Thomas Gifford's knowing, jokey, pacey and noirish late 70s thriller is as hugely enjoyable as it is highly implausible. Packed with movie and mystery fiction in-jokes (Morgan runs a mystery bookstore) and roman a clef touches as characters weave real Hollywood characters into their recollections, there's also a tougher and more cynical core at the heart of this tale based around a locale where illusion and deception is commonplace.
Coming across as part Richard Neely (the noirish protagonist, often rather broad-brush characterisations and a clever twist ending), part Ross MacDonald (the origins and solutions being inextricably linked to a corrupt and dysfunctional family who both grow out of and initiate the corruption, deceit and decay), this is the type of satisfying popular genre fiction that is rarely written these days, but which is an entertaining, gripping and recommended read.
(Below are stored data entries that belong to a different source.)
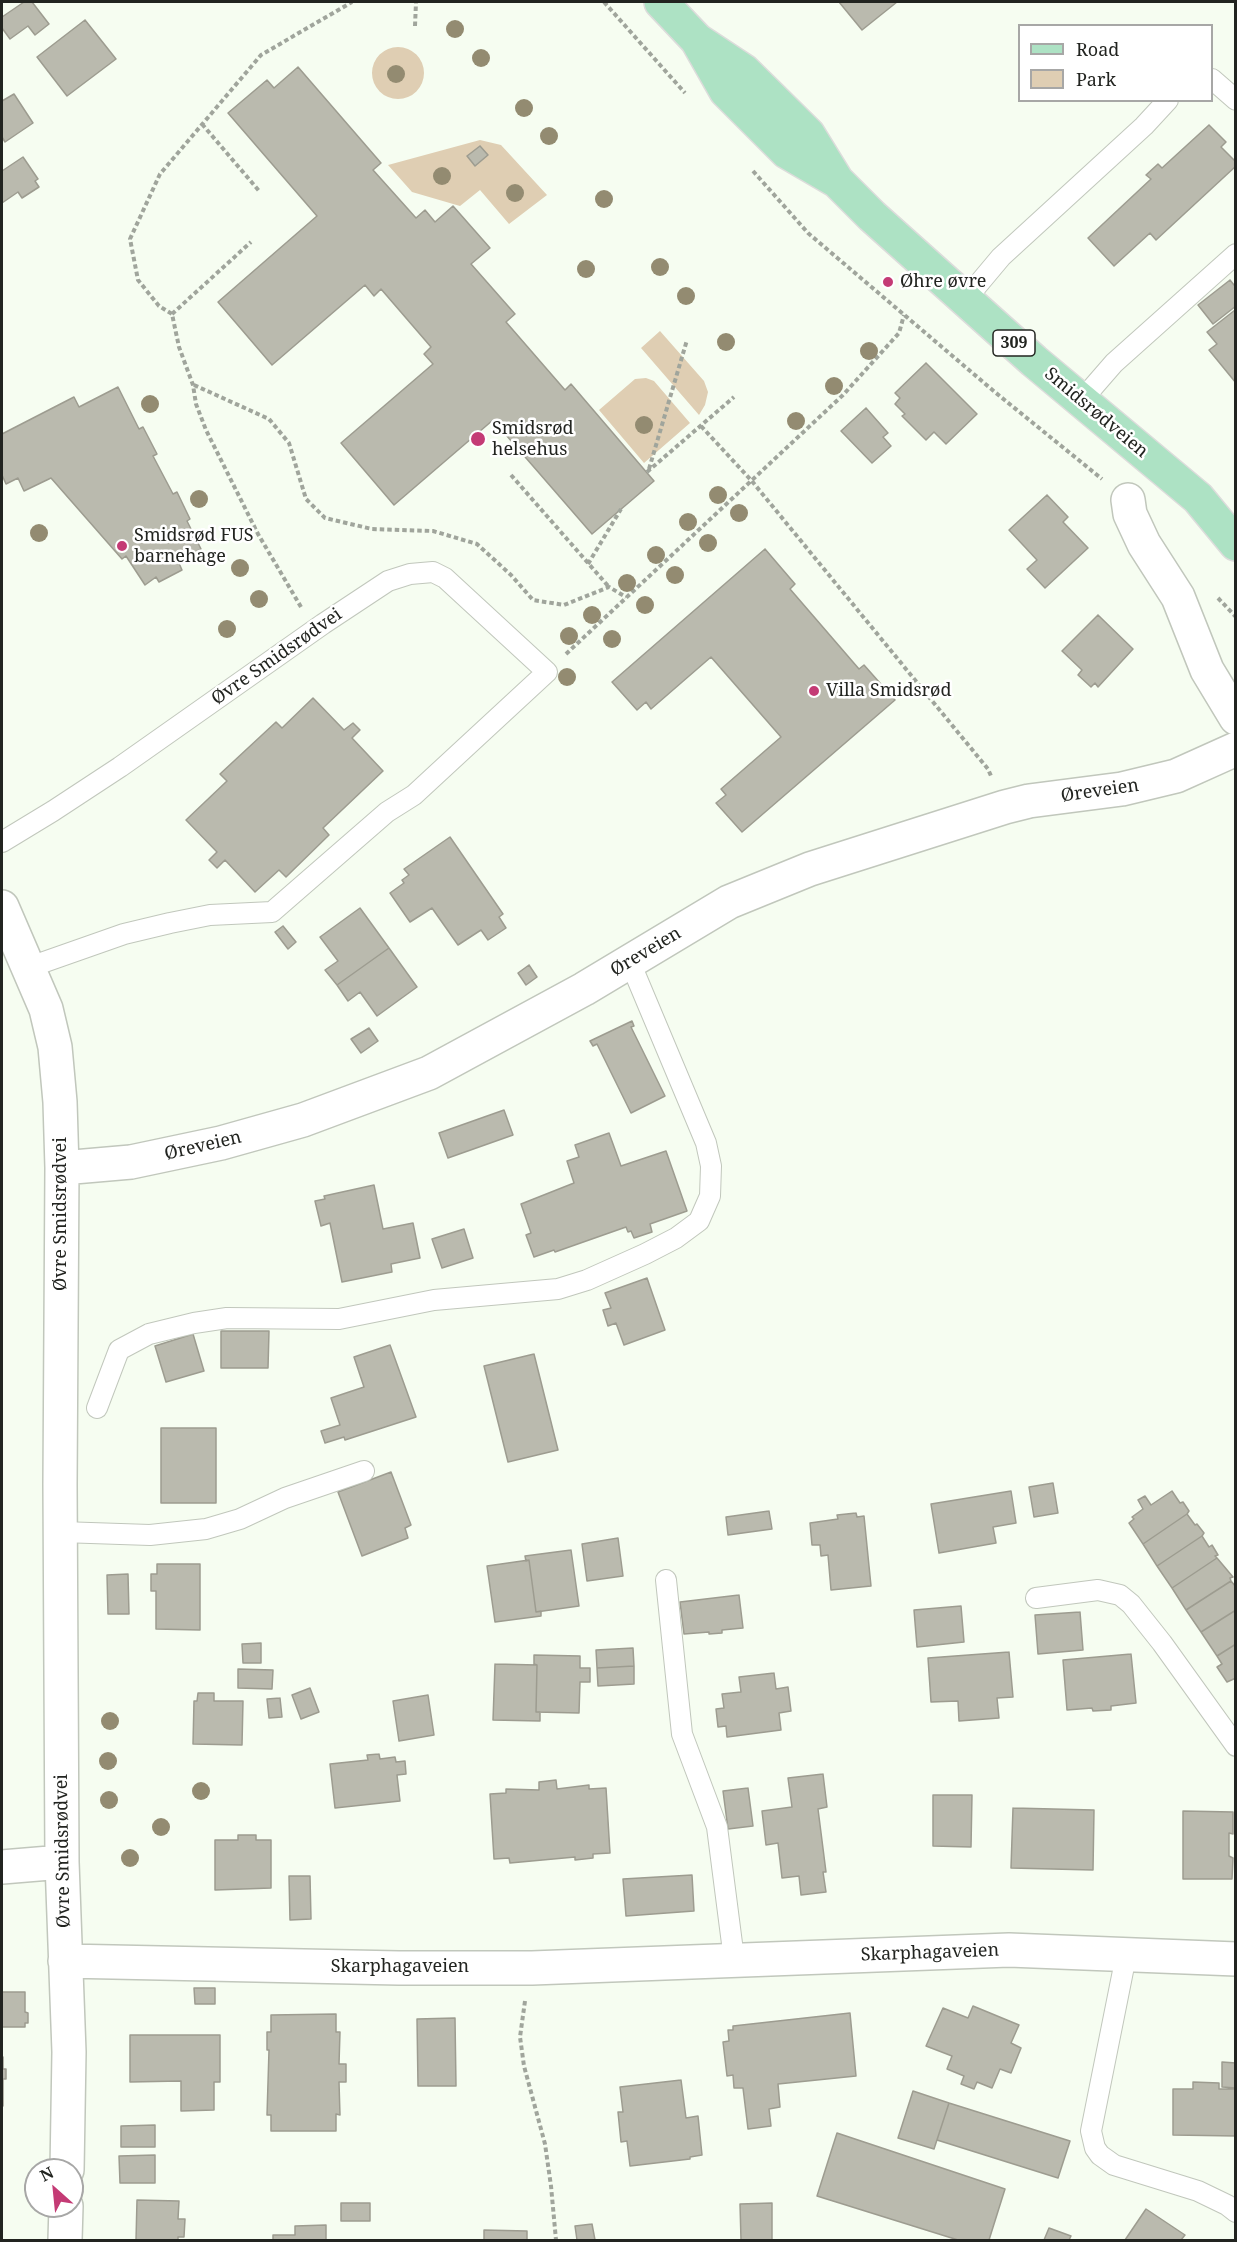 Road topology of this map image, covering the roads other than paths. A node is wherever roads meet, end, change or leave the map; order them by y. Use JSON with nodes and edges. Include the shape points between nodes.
{"nodes":[{"id":1,"x":662,"y":2,"type":"edge"},
{"id":2,"x":1213,"y":81,"type":"edge"},
{"id":3,"x":1236,"y":100,"type":"edge"},
{"id":4,"x":1166,"y":102,"type":"edge"},
{"id":5,"x":1236,"y":254,"type":"edge"},
{"id":6,"x":965,"y":300,"type":"junction"},
{"id":7,"x":1081,"y":400,"type":"junction"},
{"id":8,"x":1198,"y":498,"type":"junction"},
{"id":9,"x":1128,"y":500,"type":"road end"},
{"id":10,"x":1236,"y":515,"type":"edge"},
{"id":11,"x":1236,"y":544,"type":"edge"},
{"id":12,"x":1236,"y":718,"type":"edge"},
{"id":13,"x":1236,"y":749,"type":"edge"},
{"id":14,"x":2,"y":842,"type":"edge"},
{"id":15,"x":2,"y":907,"type":"edge"},
{"id":16,"x":630,"y":962,"type":"junction"},
{"id":17,"x":30,"y":967,"type":"junction"},
{"id":18,"x":62,"y":1168,"type":"junction"},
{"id":19,"x":97,"y":1408,"type":"dead end"},
{"id":20,"x":364,"y":1471,"type":"dead end"},
{"id":21,"x":61,"y":1532,"type":"junction"},
{"id":22,"x":666,"y":1580,"type":"dead end"},
{"id":23,"x":1036,"y":1598,"type":"dead end"},
{"id":24,"x":1236,"y":1746,"type":"edge"},
{"id":25,"x":62,"y":1862,"type":"junction"},
{"id":26,"x":2,"y":1867,"type":"edge"},
{"id":27,"x":1126,"y":1956,"type":"junction"},
{"id":28,"x":734,"y":1959,"type":"junction"},
{"id":29,"x":1236,"y":1959,"type":"edge"},
{"id":30,"x":65,"y":1961,"type":"junction"},
{"id":31,"x":67,"y":2158,"type":"edge"},
{"id":32,"x":1236,"y":2212,"type":"edge"},
{"id":33,"x":66,"y":2218,"type":"edge"},
{"id":34,"x":65,"y":2241,"type":"edge"}],
"edges":[{"from":1,"to":6,"type":"main road","name":"Smidsrødveien","number":"309","via":[[696,40],[726,91],[786,153],[837,181]]},
{"from":2,"to":3,"type":"lane"},
{"from":4,"to":6,"type":"lane","via":[[1001,258]]},
{"from":5,"to":7,"type":"lane","via":[[1114,363]]},
{"from":6,"to":7,"type":"main road","name":"Smidsrødveien","number":"309"},
{"from":7,"to":8,"type":"main road","name":"Smidsrødveien","number":"309"},
{"from":8,"to":10,"type":"main road","name":"Smidsrødveien","number":"309"},
{"from":8,"to":11,"type":"main road","name":"Smidsrødveien","number":"309"},
{"from":9,"to":12,"type":"street","via":[[1144,544],[1178,597],[1207,670]]},
{"from":13,"to":16,"type":"street","name":"Øreveien","via":[[1176,776],[1005,807],[810,869],[729,902]]},
{"from":14,"to":17,"type":"lane","name":"Øvre Smidsrødvei","via":[[120,766],[388,581],[410,574],[433,572],[445,578],[547,672],[414,795],[387,812],[272,912],[210,915],[170,923],[124,934]]},
{"from":15,"to":17,"type":"street","name":"Øvre Smidsrødvei"},
{"from":16,"to":18,"type":"street","name":"Øreveien","via":[[429,1073],[303,1120],[142,1160]]},
{"from":16,"to":19,"type":"lane","via":[[706,1143],[711,1166],[710,1196],[699,1221],[645,1254],[558,1289],[434,1300],[339,1319],[227,1318],[149,1334],[119,1350]]},
{"from":17,"to":18,"type":"street","name":"Øvre Smidsrødvei","via":[[55,1047]]},
{"from":18,"to":21,"type":"street","name":"Øvre Smidsrødvei"},
{"from":20,"to":21,"type":"lane","via":[[285,1498],[240,1520],[206,1529],[150,1535]]},
{"from":21,"to":25,"type":"street","name":"Øvre Smidsrødvei"},
{"from":22,"to":28,"type":"lane","via":[[682,1734],[717,1827]]},
{"from":23,"to":24,"type":"lane","via":[[1098,1590],[1120,1595],[1162,1643]]},
{"from":25,"to":26,"type":"street"},
{"from":25,"to":30,"type":"street","name":"Øvre Smidsrødvei"},
{"from":27,"to":28,"type":"street","name":"Skarphagaveien","via":[[1009,1950]]},
{"from":27,"to":29,"type":"street","name":"Skarphagaveien"},
{"from":27,"to":32,"type":"lane","via":[[1091,2131],[1095,2148],[1114,2165],[1198,2192]]},
{"from":28,"to":30,"type":"street","name":"Skarphagaveien","via":[[532,1968]]},
{"from":30,"to":31,"type":"street","name":"Øvre Smidsrødvei"},
{"from":33,"to":34,"type":"street"}]}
VERDICT: Hooray for Hollywood Gothic!
AFTERWORD: I knew very little about Thomas Gifford before finding this UK hardcover edition in a London charity shop, although I recall seeing some of his earlier novels, including The Wind Chill Factor and The Glendower Legacy, on the shelves of my local lending library in the early 1980s. Some rudimentary research on Wikipedia reveals that he had sixteen books published under his real name and two pseudonyms, Thomas Maxwell and Dana Clarins, between 1975 and 1986, he passed away in October 2000 and his second novel, The Cavanaugh Quest was nominated for an Edgar Award in 1977. Currently, Gifford doesn't appear to be particularly collectable, little seems to have been written about him or his work and, consequently, his titles appear to be both plentiful and cheap. Based on this book, I'm inclined to give his other titles a read if they fall into my hands cheaply, as his prose style and plotting reminds me of Richard Neely, who is one of my favourite genre writers from the 70s.